The composite material isn’t cheap, and you don’t want the new material to outlive the structure.
Even the siding behind the ledger was rotted. That was finally the bottom of this rabbit hole. Now I could dig my way out.
My only requisite was to finish before the snow flies, so I wasn’t in a hurry. I started pulling screws out of the deck surface in May. notice the 20 lb. bucket of screws in the foreground.
the new pressure treated framing lumber
New ledger board (after the siding was replaced) and the face between the ledger and house was sealed with polyurethane.

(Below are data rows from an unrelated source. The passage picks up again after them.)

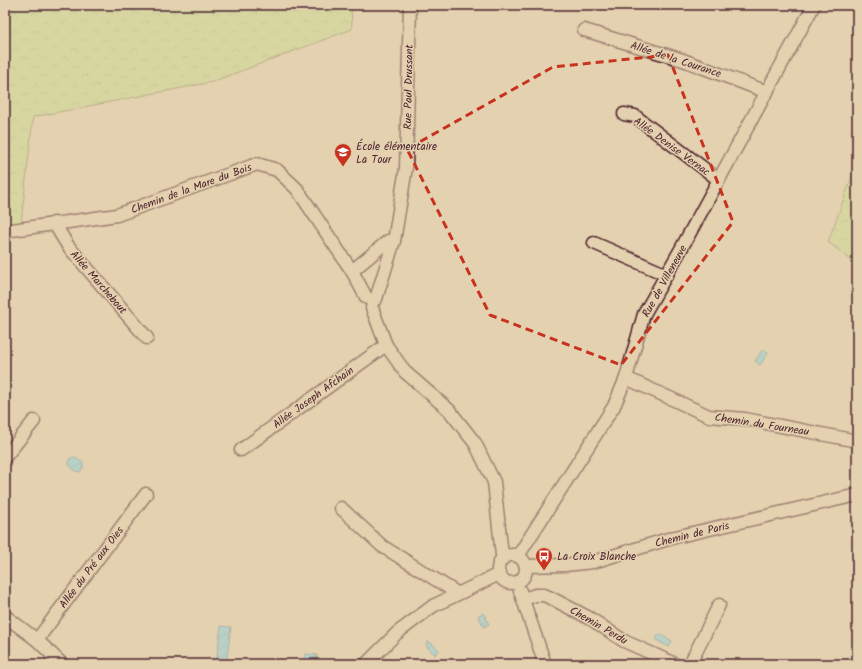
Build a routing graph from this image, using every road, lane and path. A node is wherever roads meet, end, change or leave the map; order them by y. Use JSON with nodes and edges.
{"nodes":[{"id":1,"x":410,"y":5,"type":"edge"},
{"id":2,"x":814,"y":5,"type":"edge"},
{"id":3,"x":584,"y":30,"type":"dead end"},
{"id":4,"x":767,"y":92,"type":"junction"},
{"id":5,"x":624,"y":114,"type":"dead end"},
{"id":6,"x":719,"y":180,"type":"junction"},
{"id":7,"x":54,"y":223,"type":"junction"},
{"id":8,"x":5,"y":232,"type":"edge"},
{"id":9,"x":394,"y":241,"type":"junction"},
{"id":10,"x":594,"y":243,"type":"dead end"},
{"id":11,"x":352,"y":271,"type":"junction"},
{"id":12,"x":667,"y":275,"type":"junction"},
{"id":13,"x":372,"y":302,"type":"junction"},
{"id":14,"x":147,"y":338,"type":"dead end"},
{"id":15,"x":386,"y":345,"type":"junction"},
{"id":16,"x":626,"y":378,"type":"junction"},
{"id":17,"x":34,"y":421,"type":"dead end"},
{"id":18,"x":857,"y":440,"type":"edge"},
{"id":19,"x":241,"y":450,"type":"dead end"},
{"id":20,"x":5,"y":457,"type":"edge"},
{"id":21,"x":146,"y":494,"type":"dead end"},
{"id":22,"x":857,"y":495,"type":"edge"},
{"id":23,"x":341,"y":508,"type":"dead end"},
{"id":24,"x":518,"y":556,"type":"junction"},
{"id":25,"x":504,"y":557,"type":"junction"},
{"id":26,"x":526,"y":566,"type":"junction"},
{"id":27,"x":499,"y":574,"type":"junction"},
{"id":28,"x":518,"y":582,"type":"junction"},
{"id":29,"x":457,"y":593,"type":"junction"},
{"id":30,"x":523,"y":599,"type":"junction"},
{"id":31,"x":719,"y":605,"type":"dead end"},
{"id":32,"x":5,"y":616,"type":"edge"},
{"id":33,"x":37,"y":640,"type":"junction"},
{"id":34,"x":370,"y":662,"type":"edge"},
{"id":35,"x":62,"y":664,"type":"edge"},
{"id":36,"x":545,"y":664,"type":"edge"},
{"id":37,"x":675,"y":664,"type":"edge"},
{"id":38,"x":690,"y":664,"type":"edge"}],
"edges":[{"from":1,"to":9,"type":"street","name":"Rue Paul Drussant"},
{"from":2,"to":4,"type":"street","name":"Rue de Villeneuve"},
{"from":3,"to":4,"type":"street","name":"Allée de la Courance"},
{"from":4,"to":6,"type":"street","name":"Rue de Villeneuve"},
{"from":5,"to":6,"type":"street","name":"Allée Denise Vernac"},
{"from":6,"to":12,"type":"street","name":"Rue de Villeneuve"},
{"from":7,"to":8,"type":"street","name":"Chemin de la Mare du Bois"},
{"from":7,"to":11,"type":"street","name":"Chemin de la Mare du Bois"},
{"from":7,"to":14,"type":"street","name":"Allée Marchebout"},
{"from":9,"to":11,"type":"street"},
{"from":9,"to":13,"type":"street","name":"Rue Paul Drussant"},
{"from":10,"to":12,"type":"street"},
{"from":11,"to":13,"type":"street","name":"Chemin de la Mare du Bois"},
{"from":12,"to":16,"type":"street","name":"Rue de Villeneuve"},
{"from":13,"to":15,"type":"street"},
{"from":15,"to":19,"type":"street","name":"Allée Joseph Afchain"},
{"from":15,"to":25,"type":"street"},
{"from":16,"to":18,"type":"street","name":"Chemin du Fourneau"},
{"from":16,"to":24,"type":"street","name":"Rue de Villeneuve"},
{"from":17,"to":20,"type":"street"},
{"from":21,"to":33,"type":"street","name":"Allée du Pré aux Oies"},
{"from":22,"to":26,"type":"street","name":"Chemin de Paris"},
{"from":23,"to":29,"type":"street"},
{"from":24,"to":25,"type":"street"},
{"from":24,"to":26,"type":"street"},
{"from":25,"to":27,"type":"street"},
{"from":26,"to":28,"type":"street"},
{"from":27,"to":28,"type":"street"},
{"from":27,"to":29,"type":"street"},
{"from":28,"to":30,"type":"street"},
{"from":29,"to":34,"type":"street"},
{"from":30,"to":36,"type":"street"},
{"from":30,"to":37,"type":"street","name":"Chemin Perdu"},
{"from":31,"to":38,"type":"street"},
{"from":32,"to":33,"type":"street"},
{"from":33,"to":35,"type":"street"}]}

The house on the back here faces East and sun was brutal first part of the day. Note the hose in the yard so I could turn it on myself periodically.
New stair stringers (yes, 4 of them, and all joists on 12" centers)
New composite material (at this point I’ll just mention that this is above the walk-out basement and all of the old stuff had to be carried up, and all the new had to be carried down)
The design called for low voltage lighting, and the transformer was designed to mount to the wall next to the GFI power source and plug into it. I didn’t want a black box screwed to the wall next to the outlet with a pigtail plugged into it, so - power from the outlet through the wall to the old two-gang switch, and down to the transformer mounted under the deck.
I was miffed that the old GFI outlet was mounted in expanding foam I couldn’t #*@^% believe it. OK, pull the insulation and mount a block between the studs for the new box.
So now I ended up with exactly what I wanted, the post lights controlled by an inside switch instead of a tacked-on ad-hoc solution. All deck boards have zero screws through the surface, nice and clean.
Not bad for a 64-year-old white guy. Oh, and I lost 12 pounds…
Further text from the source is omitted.